(Data items)
= = = = = = =

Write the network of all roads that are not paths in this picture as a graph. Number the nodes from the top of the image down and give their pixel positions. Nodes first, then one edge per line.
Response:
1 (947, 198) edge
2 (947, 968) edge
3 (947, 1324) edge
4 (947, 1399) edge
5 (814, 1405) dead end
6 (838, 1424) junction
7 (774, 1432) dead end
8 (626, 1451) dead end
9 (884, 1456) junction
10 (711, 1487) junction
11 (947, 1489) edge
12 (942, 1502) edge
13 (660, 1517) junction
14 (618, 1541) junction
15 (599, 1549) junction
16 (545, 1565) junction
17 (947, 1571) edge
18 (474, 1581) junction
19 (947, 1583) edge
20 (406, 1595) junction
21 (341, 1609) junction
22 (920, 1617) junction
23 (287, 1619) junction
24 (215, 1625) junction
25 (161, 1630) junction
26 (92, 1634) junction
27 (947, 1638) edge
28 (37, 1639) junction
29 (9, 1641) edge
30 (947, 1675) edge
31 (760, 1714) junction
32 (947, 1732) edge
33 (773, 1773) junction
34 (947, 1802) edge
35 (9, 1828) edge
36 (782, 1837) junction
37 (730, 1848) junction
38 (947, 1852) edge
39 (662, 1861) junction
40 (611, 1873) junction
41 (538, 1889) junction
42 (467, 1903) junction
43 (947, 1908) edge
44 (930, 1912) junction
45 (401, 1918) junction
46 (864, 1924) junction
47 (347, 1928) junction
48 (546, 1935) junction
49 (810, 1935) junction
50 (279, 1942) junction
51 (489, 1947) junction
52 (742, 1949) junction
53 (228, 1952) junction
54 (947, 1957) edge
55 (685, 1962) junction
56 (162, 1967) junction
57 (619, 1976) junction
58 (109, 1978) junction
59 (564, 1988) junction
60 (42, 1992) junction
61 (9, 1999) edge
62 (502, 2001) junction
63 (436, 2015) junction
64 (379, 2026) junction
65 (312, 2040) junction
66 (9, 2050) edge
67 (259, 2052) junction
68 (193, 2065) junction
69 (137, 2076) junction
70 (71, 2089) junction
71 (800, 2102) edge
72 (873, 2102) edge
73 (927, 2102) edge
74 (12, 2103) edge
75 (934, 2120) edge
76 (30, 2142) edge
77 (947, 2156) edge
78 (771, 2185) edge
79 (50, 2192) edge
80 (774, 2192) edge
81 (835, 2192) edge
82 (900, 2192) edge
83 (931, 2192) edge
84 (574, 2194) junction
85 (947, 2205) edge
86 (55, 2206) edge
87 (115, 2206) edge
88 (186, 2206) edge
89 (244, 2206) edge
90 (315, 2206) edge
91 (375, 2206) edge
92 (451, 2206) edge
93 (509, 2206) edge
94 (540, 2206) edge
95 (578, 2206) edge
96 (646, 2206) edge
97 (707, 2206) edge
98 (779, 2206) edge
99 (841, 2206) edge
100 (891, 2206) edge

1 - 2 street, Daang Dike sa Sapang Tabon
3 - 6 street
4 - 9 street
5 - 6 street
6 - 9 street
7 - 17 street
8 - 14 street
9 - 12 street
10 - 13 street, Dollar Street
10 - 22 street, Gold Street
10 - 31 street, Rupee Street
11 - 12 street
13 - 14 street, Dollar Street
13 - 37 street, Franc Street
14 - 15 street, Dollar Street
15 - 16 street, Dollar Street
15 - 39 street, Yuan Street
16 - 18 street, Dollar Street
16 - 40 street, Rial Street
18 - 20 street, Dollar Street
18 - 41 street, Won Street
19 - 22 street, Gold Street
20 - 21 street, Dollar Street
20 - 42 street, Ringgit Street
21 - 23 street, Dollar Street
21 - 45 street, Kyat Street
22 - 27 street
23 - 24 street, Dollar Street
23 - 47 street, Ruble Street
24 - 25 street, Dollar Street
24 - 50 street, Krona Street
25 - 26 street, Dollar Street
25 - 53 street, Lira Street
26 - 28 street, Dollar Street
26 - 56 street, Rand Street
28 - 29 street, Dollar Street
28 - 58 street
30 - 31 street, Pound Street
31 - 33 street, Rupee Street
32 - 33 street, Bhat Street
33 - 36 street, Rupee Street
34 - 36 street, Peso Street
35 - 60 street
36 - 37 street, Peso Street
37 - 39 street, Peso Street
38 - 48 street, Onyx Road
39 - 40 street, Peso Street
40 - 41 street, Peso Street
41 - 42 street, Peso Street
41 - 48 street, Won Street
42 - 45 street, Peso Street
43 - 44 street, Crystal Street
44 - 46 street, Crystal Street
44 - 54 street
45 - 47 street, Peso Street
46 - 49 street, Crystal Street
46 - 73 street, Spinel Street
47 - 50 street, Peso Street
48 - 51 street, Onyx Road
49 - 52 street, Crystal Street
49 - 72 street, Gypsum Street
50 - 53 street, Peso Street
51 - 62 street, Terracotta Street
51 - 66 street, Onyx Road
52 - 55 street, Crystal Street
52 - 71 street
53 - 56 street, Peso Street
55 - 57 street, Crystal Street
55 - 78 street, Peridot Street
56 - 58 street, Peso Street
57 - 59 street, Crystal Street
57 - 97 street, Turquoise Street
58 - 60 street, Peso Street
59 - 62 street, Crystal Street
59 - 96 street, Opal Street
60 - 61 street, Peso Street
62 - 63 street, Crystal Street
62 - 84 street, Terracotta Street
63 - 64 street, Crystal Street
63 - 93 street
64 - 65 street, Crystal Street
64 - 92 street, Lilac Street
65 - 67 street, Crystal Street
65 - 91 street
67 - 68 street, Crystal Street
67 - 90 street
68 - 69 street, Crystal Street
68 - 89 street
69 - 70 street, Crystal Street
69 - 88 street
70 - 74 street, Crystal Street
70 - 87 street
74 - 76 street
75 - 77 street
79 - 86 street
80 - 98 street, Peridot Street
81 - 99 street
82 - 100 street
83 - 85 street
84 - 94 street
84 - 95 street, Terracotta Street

= = = = = = =

# PROMPT:
Repeat all the lines above, keeping them exactly as they are.

# ANSWER BOX:
Write the network of all roads that are not paths in this picture as a graph. Number the nodes from the top of the image down and give their pixel positions. Nodes first, then one edge per line.
Response:
1 (947, 198) edge
2 (947, 968) edge
3 (947, 1324) edge
4 (947, 1399) edge
5 (814, 1405) dead end
6 (838, 1424) junction
7 (774, 1432) dead end
8 (626, 1451) dead end
9 (884, 1456) junction
10 (711, 1487) junction
11 (947, 1489) edge
12 (942, 1502) edge
13 (660, 1517) junction
14 (618, 1541) junction
15 (599, 1549) junction
16 (545, 1565) junction
17 (947, 1571) edge
18 (474, 1581) junction
19 (947, 1583) edge
20 (406, 1595) junction
21 (341, 1609) junction
22 (920, 1617) junction
23 (287, 1619) junction
24 (215, 1625) junction
25 (161, 1630) junction
26 (92, 1634) junction
27 (947, 1638) edge
28 (37, 1639) junction
29 (9, 1641) edge
30 (947, 1675) edge
31 (760, 1714) junction
32 (947, 1732) edge
33 (773, 1773) junction
34 (947, 1802) edge
35 (9, 1828) edge
36 (782, 1837) junction
37 (730, 1848) junction
38 (947, 1852) edge
39 (662, 1861) junction
40 (611, 1873) junction
41 (538, 1889) junction
42 (467, 1903) junction
43 (947, 1908) edge
44 (930, 1912) junction
45 (401, 1918) junction
46 (864, 1924) junction
47 (347, 1928) junction
48 (546, 1935) junction
49 (810, 1935) junction
50 (279, 1942) junction
51 (489, 1947) junction
52 (742, 1949) junction
53 (228, 1952) junction
54 (947, 1957) edge
55 (685, 1962) junction
56 (162, 1967) junction
57 (619, 1976) junction
58 (109, 1978) junction
59 (564, 1988) junction
60 (42, 1992) junction
61 (9, 1999) edge
62 (502, 2001) junction
63 (436, 2015) junction
64 (379, 2026) junction
65 (312, 2040) junction
66 (9, 2050) edge
67 (259, 2052) junction
68 (193, 2065) junction
69 (137, 2076) junction
70 (71, 2089) junction
71 (800, 2102) edge
72 (873, 2102) edge
73 (927, 2102) edge
74 (12, 2103) edge
75 (934, 2120) edge
76 (30, 2142) edge
77 (947, 2156) edge
78 (771, 2185) edge
79 (50, 2192) edge
80 (774, 2192) edge
81 (835, 2192) edge
82 (900, 2192) edge
83 (931, 2192) edge
84 (574, 2194) junction
85 (947, 2205) edge
86 (55, 2206) edge
87 (115, 2206) edge
88 (186, 2206) edge
89 (244, 2206) edge
90 (315, 2206) edge
91 (375, 2206) edge
92 (451, 2206) edge
93 (509, 2206) edge
94 (540, 2206) edge
95 (578, 2206) edge
96 (646, 2206) edge
97 (707, 2206) edge
98 (779, 2206) edge
99 (841, 2206) edge
100 (891, 2206) edge

1 - 2 street, Daang Dike sa Sapang Tabon
3 - 6 street
4 - 9 street
5 - 6 street
6 - 9 street
7 - 17 street
8 - 14 street
9 - 12 street
10 - 13 street, Dollar Street
10 - 22 street, Gold Street
10 - 31 street, Rupee Street
11 - 12 street
13 - 14 street, Dollar Street
13 - 37 street, Franc Street
14 - 15 street, Dollar Street
15 - 16 street, Dollar Street
15 - 39 street, Yuan Street
16 - 18 street, Dollar Street
16 - 40 street, Rial Street
18 - 20 street, Dollar Street
18 - 41 street, Won Street
19 - 22 street, Gold Street
20 - 21 street, Dollar Street
20 - 42 street, Ringgit Street
21 - 23 street, Dollar Street
21 - 45 street, Kyat Street
22 - 27 street
23 - 24 street, Dollar Street
23 - 47 street, Ruble Street
24 - 25 street, Dollar Street
24 - 50 street, Krona Street
25 - 26 street, Dollar Street
25 - 53 street, Lira Street
26 - 28 street, Dollar Street
26 - 56 street, Rand Street
28 - 29 street, Dollar Street
28 - 58 street
30 - 31 street, Pound Street
31 - 33 street, Rupee Street
32 - 33 street, Bhat Street
33 - 36 street, Rupee Street
34 - 36 street, Peso Street
35 - 60 street
36 - 37 street, Peso Street
37 - 39 street, Peso Street
38 - 48 street, Onyx Road
39 - 40 street, Peso Street
40 - 41 street, Peso Street
41 - 42 street, Peso Street
41 - 48 street, Won Street
42 - 45 street, Peso Street
43 - 44 street, Crystal Street
44 - 46 street, Crystal Street
44 - 54 street
45 - 47 street, Peso Street
46 - 49 street, Crystal Street
46 - 73 street, Spinel Street
47 - 50 street, Peso Street
48 - 51 street, Onyx Road
49 - 52 street, Crystal Street
49 - 72 street, Gypsum Street
50 - 53 street, Peso Street
51 - 62 street, Terracotta Street
51 - 66 street, Onyx Road
52 - 55 street, Crystal Street
52 - 71 street
53 - 56 street, Peso Street
55 - 57 street, Crystal Street
55 - 78 street, Peridot Street
56 - 58 street, Peso Street
57 - 59 street, Crystal Street
57 - 97 street, Turquoise Street
58 - 60 street, Peso Street
59 - 62 street, Crystal Street
59 - 96 street, Opal Street
60 - 61 street, Peso Street
62 - 63 street, Crystal Street
62 - 84 street, Terracotta Street
63 - 64 street, Crystal Street
63 - 93 street
64 - 65 street, Crystal Street
64 - 92 street, Lilac Street
65 - 67 street, Crystal Street
65 - 91 street
67 - 68 street, Crystal Street
67 - 90 street
68 - 69 street, Crystal Street
68 - 89 street
69 - 70 street, Crystal Street
69 - 88 street
70 - 74 street, Crystal Street
70 - 87 street
74 - 76 street
75 - 77 street
79 - 86 street
80 - 98 street, Peridot Street
81 - 99 street
82 - 100 street
83 - 85 street
84 - 94 street
84 - 95 street, Terracotta Street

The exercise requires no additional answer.